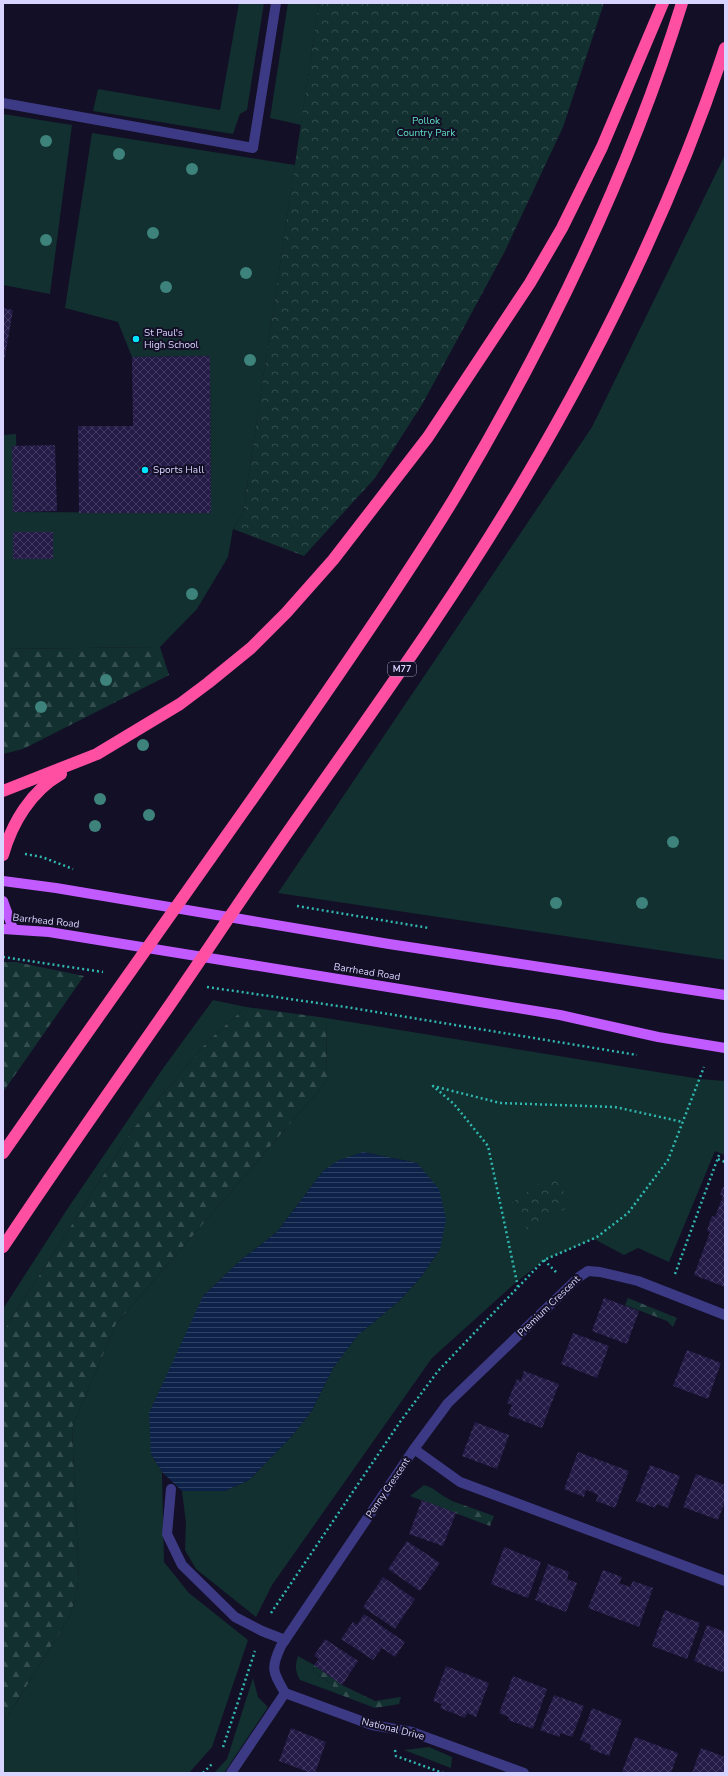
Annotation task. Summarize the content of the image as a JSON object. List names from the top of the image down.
{
  "streets": {
    "highway": ["M77"],
    "main road": ["Barrhead Road"],
    "street": ["Premium Crescent", "Penny Crescent", "National Drive"]
  },
  "crossings": [
    ["Premium Crescent", "Penny Crescent"],
    ["Penny Crescent", "National Drive"]
  ],
  "parks": ["Pollok Country Park"],
  "places": ["St Paul's High School", "Sports Hall"]
}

◆ **Brief**: Everything in the listing, except its images, should be set down exactly.

◆ **Problem solution**:
Annotation task. Summarize the content of the image as a JSON object. List names from the top of the image down.
{
  "streets": {
    "highway": ["M77"],
    "main road": ["Barrhead Road"],
    "street": ["Premium Crescent", "Penny Crescent", "National Drive"]
  },
  "crossings": [
    ["Premium Crescent", "Penny Crescent"],
    ["Penny Crescent", "National Drive"]
  ],
  "parks": ["Pollok Country Park"],
  "places": ["St Paul's High School", "Sports Hall"]
}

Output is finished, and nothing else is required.